----- Material for the task -----
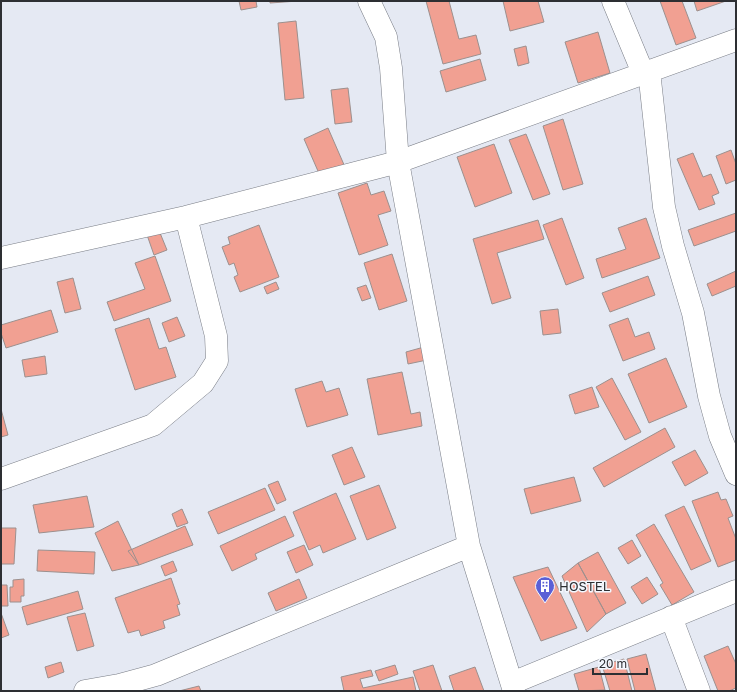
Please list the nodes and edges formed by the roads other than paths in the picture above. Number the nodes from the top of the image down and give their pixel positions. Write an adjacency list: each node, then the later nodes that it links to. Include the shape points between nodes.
1 (369, 1): 5 (street, via 386,37 391,68)
2 (613, 1): 4 (street)
3 (736, 40): 4 (street)
4 (646, 72): 5 (street); 8 (street, via 664,208 672,246 693,313 709,396 720,436)
5 (398, 162): 6 (street); 10 (street)
6 (186, 217): 7 (street); 9 (street, via 216,336 216,361 203,383 153,425)
7 (1, 258)
8 (736, 474)
9 (1, 479)
10 (469, 546): 13 (street); 14 (street, via 156,675)
11 (736, 591): 12 (street)
12 (671, 617): 13 (street); 15 (street)
13 (513, 687)
14 (85, 691)
15 (699, 691)

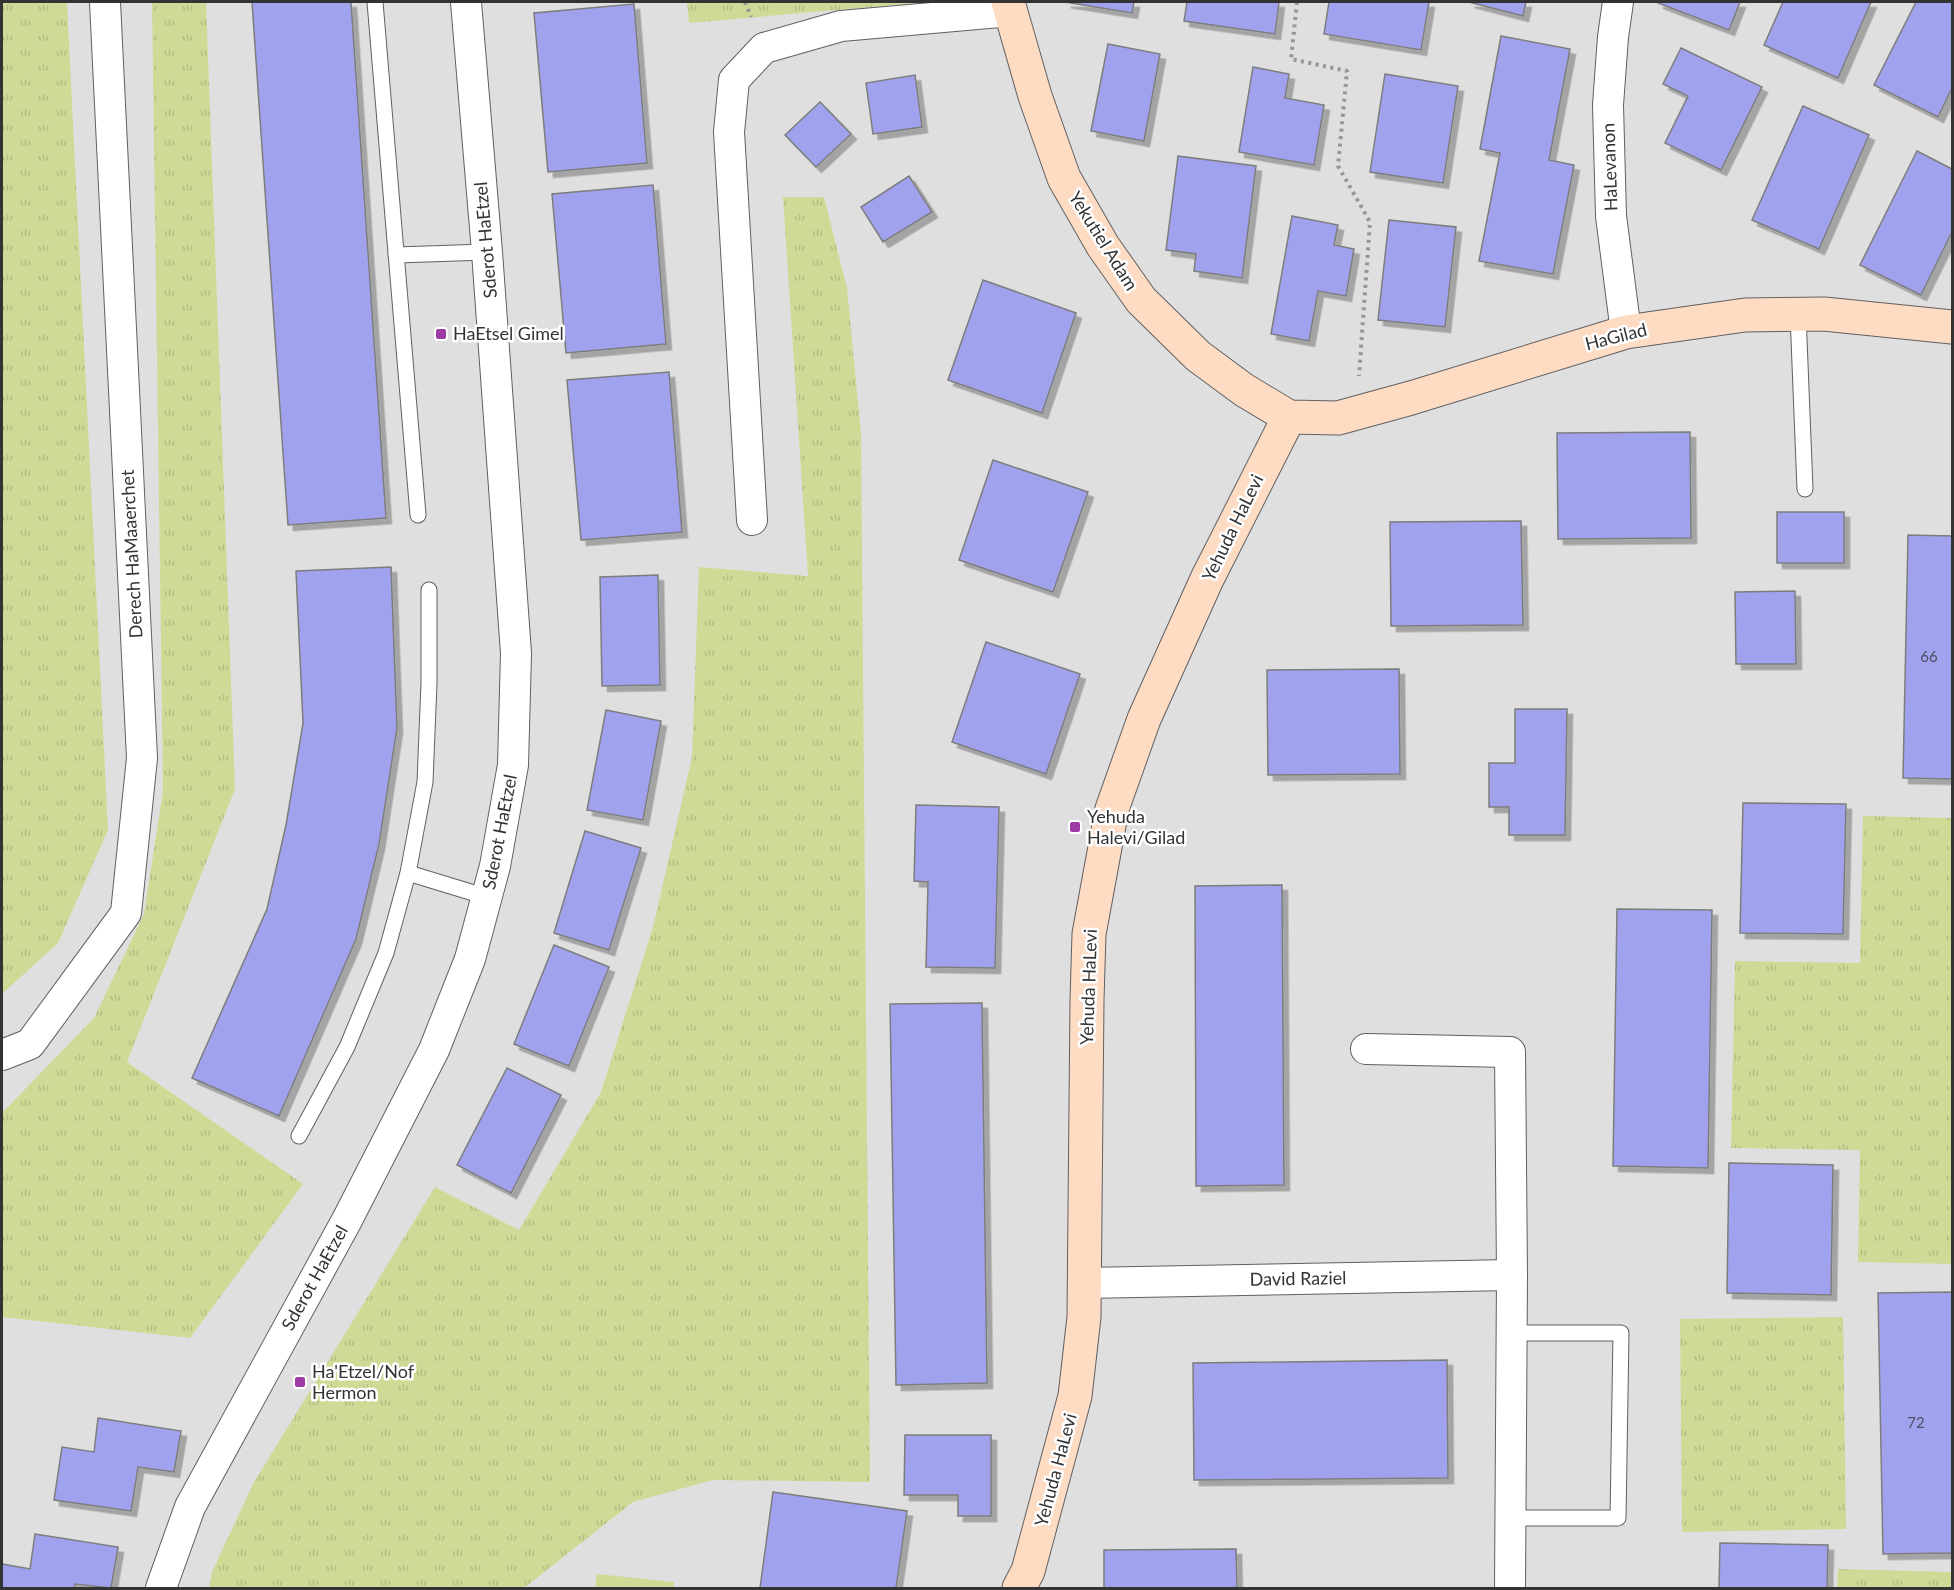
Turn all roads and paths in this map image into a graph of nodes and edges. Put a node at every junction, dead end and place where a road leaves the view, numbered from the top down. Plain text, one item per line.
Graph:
-----
■ Work order ■
This exercise needs every entry retyped exactly, with the pictures removed.

■ Answer section ■
Please list the nodes and edges formed by the roads other than paths in the picture above. Number the nodes from the top of the image down and give their pixel positions. Write an adjacency list: each node, then the later nodes that it links to. Include the shape points between nodes.
1 (369, 1): 5 (street, via 386,37 391,68)
2 (613, 1): 4 (street)
3 (736, 40): 4 (street)
4 (646, 72): 5 (street); 8 (street, via 664,208 672,246 693,313 709,396 720,436)
5 (398, 162): 6 (street); 10 (street)
6 (186, 217): 7 (street); 9 (street, via 216,336 216,361 203,383 153,425)
7 (1, 258)
8 (736, 474)
9 (1, 479)
10 (469, 546): 13 (street); 14 (street, via 156,675)
11 (736, 591): 12 (street)
12 (671, 617): 13 (street); 15 (street)
13 (513, 687)
14 (85, 691)
15 (699, 691)

Turn all roads and paths in this map image into a graph of nodes and edges. Put a node at every junction, dead end and place where a road leaves the view, numbered from the top down. Plain text, one item per line.
Graph:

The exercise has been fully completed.